Les Gauchos sont devenus des employés à la merci des conditions économiques de leur employeur. Leur unique motivation serait peut-être encore ces journées entières sur leur monture dans l’immensité de la Pampa. Mais en réalité, le Gaucho n’a plus aucune réelle motivation pour son travail. Finalement le blues décrit par Jorge Luis Borges, n’était-il pas l’age d’or du Gaucho?
Dans l’estancia où nous travaillons, les Gauchos, appelés aussi “Peones”, simples employés agricoles, sont payés le double d’ailleurs par le propriétaire. Le nouveau propriétaire veut installer un véritable volet social dans le développement et la gestion de cette propriété. Seulement ici l’argent ne sert pas à grand chose. Nous sommes à 5 heures de bus de la première ville. Il n’y a rien pour quoi dépenser son argent. Ici l’argent n’est pas tout.
Il y a 30 familles, 30 hommes mariés, 30 femmes et 3 à 6 enfants pour chaque couple. Ils vivent sans véritable projet de vie, projet de société. C’est un monde de Gauchos fiers, un monde d’homme, de “machos”, dirait-on en espagnol, sans le côté péjoratif du mot en français. Des machos qui font leur boulot, sans avoir un mot à dire et qui observent sous leurs yeux des pratiques agricoles qu’ils ne comprennent pas toujours. Ils n’ont aucune propriété.
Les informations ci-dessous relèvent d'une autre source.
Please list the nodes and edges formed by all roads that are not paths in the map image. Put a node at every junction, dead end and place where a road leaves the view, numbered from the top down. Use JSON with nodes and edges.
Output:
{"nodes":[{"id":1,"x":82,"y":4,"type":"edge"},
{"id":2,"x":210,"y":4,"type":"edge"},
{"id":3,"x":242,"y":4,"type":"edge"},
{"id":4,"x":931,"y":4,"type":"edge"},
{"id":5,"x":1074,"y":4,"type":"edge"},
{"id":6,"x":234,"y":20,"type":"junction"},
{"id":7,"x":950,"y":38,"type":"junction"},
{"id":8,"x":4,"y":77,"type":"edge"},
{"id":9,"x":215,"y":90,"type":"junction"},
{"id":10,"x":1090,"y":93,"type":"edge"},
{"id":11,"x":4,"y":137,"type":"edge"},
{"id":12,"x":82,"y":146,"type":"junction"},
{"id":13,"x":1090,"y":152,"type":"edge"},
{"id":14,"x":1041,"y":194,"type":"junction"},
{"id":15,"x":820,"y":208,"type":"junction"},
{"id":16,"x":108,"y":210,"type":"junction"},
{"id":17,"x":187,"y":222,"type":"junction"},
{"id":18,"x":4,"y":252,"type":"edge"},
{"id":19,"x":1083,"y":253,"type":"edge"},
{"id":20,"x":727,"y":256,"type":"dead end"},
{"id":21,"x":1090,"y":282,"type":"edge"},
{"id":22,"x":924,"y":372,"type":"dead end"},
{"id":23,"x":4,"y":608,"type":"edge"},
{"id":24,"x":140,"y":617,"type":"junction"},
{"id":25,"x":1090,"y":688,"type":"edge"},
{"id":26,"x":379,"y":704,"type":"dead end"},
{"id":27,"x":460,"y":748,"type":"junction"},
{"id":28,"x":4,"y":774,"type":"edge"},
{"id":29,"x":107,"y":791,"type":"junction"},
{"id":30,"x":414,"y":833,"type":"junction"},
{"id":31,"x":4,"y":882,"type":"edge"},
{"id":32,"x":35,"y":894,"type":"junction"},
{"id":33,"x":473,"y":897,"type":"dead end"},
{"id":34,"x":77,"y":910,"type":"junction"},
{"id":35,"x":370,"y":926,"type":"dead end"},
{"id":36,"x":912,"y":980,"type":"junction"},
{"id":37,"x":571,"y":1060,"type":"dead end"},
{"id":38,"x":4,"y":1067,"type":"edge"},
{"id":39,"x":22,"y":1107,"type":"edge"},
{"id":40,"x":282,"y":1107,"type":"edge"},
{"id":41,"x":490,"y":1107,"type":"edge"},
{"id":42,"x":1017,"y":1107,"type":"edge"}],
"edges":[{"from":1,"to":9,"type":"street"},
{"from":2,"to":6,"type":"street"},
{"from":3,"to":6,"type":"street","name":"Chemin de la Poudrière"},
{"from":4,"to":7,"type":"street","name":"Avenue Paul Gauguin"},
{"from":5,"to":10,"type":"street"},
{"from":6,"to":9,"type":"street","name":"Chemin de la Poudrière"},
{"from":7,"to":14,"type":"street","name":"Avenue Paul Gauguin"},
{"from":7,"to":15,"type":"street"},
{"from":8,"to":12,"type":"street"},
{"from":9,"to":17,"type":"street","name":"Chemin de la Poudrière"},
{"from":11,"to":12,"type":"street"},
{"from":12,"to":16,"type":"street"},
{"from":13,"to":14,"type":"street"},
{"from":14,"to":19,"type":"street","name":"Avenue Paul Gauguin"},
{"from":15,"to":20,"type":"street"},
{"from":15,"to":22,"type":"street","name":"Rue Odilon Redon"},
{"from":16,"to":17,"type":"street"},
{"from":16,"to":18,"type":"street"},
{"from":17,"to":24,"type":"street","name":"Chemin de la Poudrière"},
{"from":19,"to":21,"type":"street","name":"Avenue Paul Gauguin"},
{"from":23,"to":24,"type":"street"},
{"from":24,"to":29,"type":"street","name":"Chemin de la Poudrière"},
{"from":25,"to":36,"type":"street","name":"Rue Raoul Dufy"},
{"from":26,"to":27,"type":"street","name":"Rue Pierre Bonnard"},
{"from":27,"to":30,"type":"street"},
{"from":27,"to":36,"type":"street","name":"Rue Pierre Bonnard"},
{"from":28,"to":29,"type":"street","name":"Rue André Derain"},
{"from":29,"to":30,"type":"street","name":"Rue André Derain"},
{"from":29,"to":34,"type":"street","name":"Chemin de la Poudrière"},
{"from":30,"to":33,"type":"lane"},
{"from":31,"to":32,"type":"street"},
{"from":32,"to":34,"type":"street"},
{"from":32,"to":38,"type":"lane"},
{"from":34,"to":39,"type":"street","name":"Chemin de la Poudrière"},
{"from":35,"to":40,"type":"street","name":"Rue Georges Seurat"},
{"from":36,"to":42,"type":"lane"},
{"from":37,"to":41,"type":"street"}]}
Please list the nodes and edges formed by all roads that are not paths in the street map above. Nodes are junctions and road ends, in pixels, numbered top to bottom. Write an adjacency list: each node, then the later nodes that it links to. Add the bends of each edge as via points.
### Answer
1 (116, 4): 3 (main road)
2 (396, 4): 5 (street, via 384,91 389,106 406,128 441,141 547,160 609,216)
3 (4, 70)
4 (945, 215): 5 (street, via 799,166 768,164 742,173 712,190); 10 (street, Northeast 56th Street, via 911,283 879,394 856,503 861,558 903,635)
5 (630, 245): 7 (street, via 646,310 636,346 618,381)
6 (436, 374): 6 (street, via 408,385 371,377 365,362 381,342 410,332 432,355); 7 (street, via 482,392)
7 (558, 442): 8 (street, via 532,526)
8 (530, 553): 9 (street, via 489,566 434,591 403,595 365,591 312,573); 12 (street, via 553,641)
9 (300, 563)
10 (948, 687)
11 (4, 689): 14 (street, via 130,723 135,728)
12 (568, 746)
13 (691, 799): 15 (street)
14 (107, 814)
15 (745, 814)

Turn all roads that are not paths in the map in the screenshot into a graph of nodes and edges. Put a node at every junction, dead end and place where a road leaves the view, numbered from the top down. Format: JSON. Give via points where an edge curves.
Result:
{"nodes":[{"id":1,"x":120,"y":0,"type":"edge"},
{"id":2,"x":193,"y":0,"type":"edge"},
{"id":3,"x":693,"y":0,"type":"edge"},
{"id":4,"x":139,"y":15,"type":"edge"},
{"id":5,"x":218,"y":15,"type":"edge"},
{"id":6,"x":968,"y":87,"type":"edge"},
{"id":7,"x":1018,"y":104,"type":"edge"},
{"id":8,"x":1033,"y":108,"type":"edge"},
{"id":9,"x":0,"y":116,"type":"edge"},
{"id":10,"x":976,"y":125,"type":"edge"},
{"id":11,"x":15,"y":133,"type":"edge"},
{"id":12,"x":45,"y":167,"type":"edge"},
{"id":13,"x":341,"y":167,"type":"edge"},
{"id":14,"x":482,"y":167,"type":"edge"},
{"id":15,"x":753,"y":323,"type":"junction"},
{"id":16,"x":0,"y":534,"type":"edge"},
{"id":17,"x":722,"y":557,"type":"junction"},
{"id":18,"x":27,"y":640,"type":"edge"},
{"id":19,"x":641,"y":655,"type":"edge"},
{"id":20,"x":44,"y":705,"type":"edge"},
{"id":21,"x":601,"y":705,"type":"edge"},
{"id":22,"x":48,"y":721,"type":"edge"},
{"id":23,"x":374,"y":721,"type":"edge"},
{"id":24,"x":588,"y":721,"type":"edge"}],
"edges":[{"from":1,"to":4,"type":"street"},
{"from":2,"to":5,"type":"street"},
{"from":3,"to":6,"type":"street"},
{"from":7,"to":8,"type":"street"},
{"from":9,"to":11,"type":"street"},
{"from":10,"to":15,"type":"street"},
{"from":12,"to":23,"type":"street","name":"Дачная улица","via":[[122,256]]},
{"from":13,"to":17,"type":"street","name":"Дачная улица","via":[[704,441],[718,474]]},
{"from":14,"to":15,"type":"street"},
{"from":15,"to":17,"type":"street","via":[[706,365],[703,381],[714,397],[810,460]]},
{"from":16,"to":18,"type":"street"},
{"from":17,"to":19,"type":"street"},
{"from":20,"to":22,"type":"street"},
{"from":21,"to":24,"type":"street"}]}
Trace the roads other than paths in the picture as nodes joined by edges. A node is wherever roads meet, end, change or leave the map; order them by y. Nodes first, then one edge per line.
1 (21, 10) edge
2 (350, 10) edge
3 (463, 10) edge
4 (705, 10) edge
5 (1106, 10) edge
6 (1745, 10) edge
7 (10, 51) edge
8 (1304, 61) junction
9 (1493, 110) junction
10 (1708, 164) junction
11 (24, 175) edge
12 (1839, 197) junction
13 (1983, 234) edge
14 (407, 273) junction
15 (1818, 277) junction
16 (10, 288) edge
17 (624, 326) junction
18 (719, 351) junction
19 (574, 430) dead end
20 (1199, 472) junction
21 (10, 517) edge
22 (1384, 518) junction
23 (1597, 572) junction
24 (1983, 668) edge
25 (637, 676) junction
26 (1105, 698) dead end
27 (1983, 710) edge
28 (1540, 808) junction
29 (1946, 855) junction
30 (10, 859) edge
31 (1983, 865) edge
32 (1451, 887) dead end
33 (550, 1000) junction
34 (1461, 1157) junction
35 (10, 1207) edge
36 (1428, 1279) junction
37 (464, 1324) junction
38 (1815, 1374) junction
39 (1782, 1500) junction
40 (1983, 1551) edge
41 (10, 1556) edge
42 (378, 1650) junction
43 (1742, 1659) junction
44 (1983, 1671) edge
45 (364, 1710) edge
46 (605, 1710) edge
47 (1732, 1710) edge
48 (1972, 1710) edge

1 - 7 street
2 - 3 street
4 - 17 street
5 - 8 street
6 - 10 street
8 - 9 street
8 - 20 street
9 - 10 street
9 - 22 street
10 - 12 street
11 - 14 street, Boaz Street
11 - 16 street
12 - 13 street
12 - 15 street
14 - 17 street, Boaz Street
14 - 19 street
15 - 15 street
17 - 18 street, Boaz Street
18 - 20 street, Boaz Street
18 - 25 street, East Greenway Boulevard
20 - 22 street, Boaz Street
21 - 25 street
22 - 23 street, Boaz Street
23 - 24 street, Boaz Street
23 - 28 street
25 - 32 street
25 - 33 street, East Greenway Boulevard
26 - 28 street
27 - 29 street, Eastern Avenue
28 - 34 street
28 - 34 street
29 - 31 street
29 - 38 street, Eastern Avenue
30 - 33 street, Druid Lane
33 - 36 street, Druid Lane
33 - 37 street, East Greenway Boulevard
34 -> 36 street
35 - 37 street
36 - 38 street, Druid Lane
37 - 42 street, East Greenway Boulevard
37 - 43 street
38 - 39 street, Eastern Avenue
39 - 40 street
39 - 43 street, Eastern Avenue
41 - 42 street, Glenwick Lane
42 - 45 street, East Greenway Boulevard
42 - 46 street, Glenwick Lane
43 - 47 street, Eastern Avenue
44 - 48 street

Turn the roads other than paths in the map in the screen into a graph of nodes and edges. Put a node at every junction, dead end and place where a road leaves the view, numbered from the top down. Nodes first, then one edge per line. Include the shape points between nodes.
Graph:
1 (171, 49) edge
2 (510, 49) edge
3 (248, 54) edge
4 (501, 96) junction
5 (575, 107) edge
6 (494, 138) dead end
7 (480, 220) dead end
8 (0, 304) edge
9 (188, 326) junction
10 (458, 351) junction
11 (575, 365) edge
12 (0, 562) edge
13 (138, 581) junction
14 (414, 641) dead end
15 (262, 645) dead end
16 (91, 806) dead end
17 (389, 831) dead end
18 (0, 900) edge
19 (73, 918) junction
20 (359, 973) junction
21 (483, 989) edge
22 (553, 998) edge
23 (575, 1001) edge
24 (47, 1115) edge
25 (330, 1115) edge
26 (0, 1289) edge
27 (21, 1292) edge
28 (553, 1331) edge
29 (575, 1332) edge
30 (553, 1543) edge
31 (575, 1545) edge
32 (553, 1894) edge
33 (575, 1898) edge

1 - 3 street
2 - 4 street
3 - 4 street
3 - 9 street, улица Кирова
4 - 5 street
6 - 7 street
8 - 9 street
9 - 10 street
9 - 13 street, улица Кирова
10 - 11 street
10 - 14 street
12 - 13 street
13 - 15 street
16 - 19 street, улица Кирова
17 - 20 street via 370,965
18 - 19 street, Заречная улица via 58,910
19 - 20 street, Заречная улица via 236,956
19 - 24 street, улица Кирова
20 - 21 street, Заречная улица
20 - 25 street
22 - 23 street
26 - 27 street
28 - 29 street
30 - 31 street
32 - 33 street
Leurs maisons viennent toutes d’être refaites gratuitement. Le moindre besoin, décoration, etc. ils se tournent vers le propriétaire. Au nouveau venu ils ferait plus penser à de grands enfants assistés qu’à des hommes responsables. Une estancia aujourd’hui ressemble davantage à l’expression classique d’un patriarcat de la révoltution industrielle, qu’à une entreprise moderne.
Où veut-on aller de cette manière… Dans le mur? L’histoire est remplie d’exemples similaires.
C’est là où nous intervenons. Nous proposons de travailler sur trois axes sociaux pour relancer la dynamique des habitants de l’Estancia, provoquer leur créativité et leurs désirs de s’épanouir à travers le développement de l’estancia qui fait partie de leur propre développement :
- La participation et la compréhension des stratégies agricoles entreprises : que les Gauchos puissent avoir voix au chapître et nous fasses bénéficier pleinement de leur expérience.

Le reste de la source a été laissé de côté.